Только двадцати трех лет от роду Билибин впервые посетил настоящую русскую деревню в Весьегонском уезде, в тех сказочных местах, которые потом сталинские «преобразователи природы» щедро затопили паскудным Рыбинским морем. В последующие годы Билибин и еще приезжал на лето в эти места, работал там над иллюстрациями для русских сказок.

Упорные попытки молодого Билибина найти свой собственный язык рано привлекли внимание старшего мирискусника Льва Бакста, и Билибину были впервые заказаны виньетки для журнала «Мир искусства».

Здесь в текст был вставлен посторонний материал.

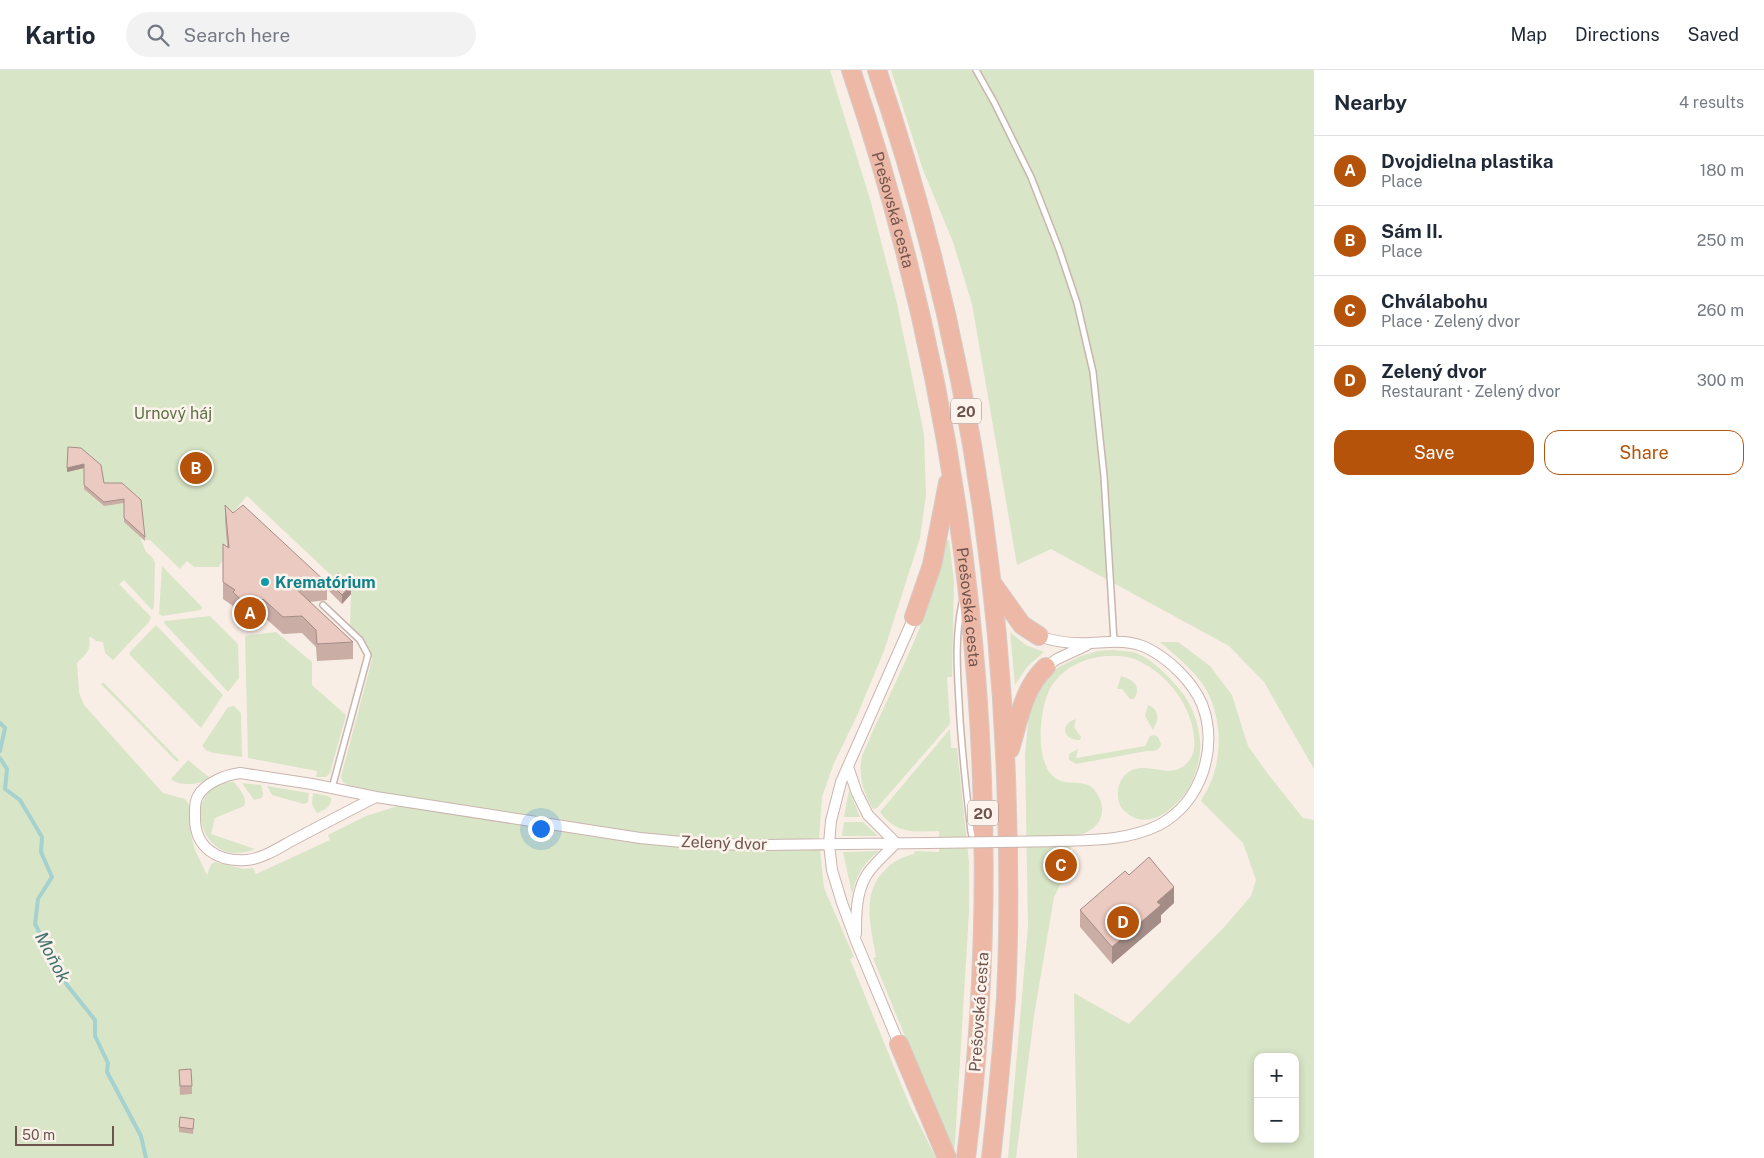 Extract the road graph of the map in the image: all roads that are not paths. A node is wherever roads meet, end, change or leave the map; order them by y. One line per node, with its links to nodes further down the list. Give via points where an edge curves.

Позднее, Билибин два года занимался в школе княгини Марии Тенишевой под руководством И. Е. Репина. Иные из мемуаристов (в их числе мирискусница А. Остроумова-Лебедева) считают создание этой школы едва ли не главной заслугой деятельной М. К. Тенишевой перед русским искусством. Один из учеников этой школы, художник Владимир Левисткий описал позднее свои занятия в студии Тенишевой, а заодно и своих друзей-сверстников, среди которых был и Билибин. Вот что он писал, этот близкий к «Миру искусства» Владимир Левитский:

«Как раз в это время пышным цветом распустились частные художественные мастерские — туда шли главным образом недовольные школой и Академией. Самой популярной из них была, безусловно, мастерская Тенишевой, под непосредственным руководством Ильи Ефимовича Репина… а слава Репина гремела».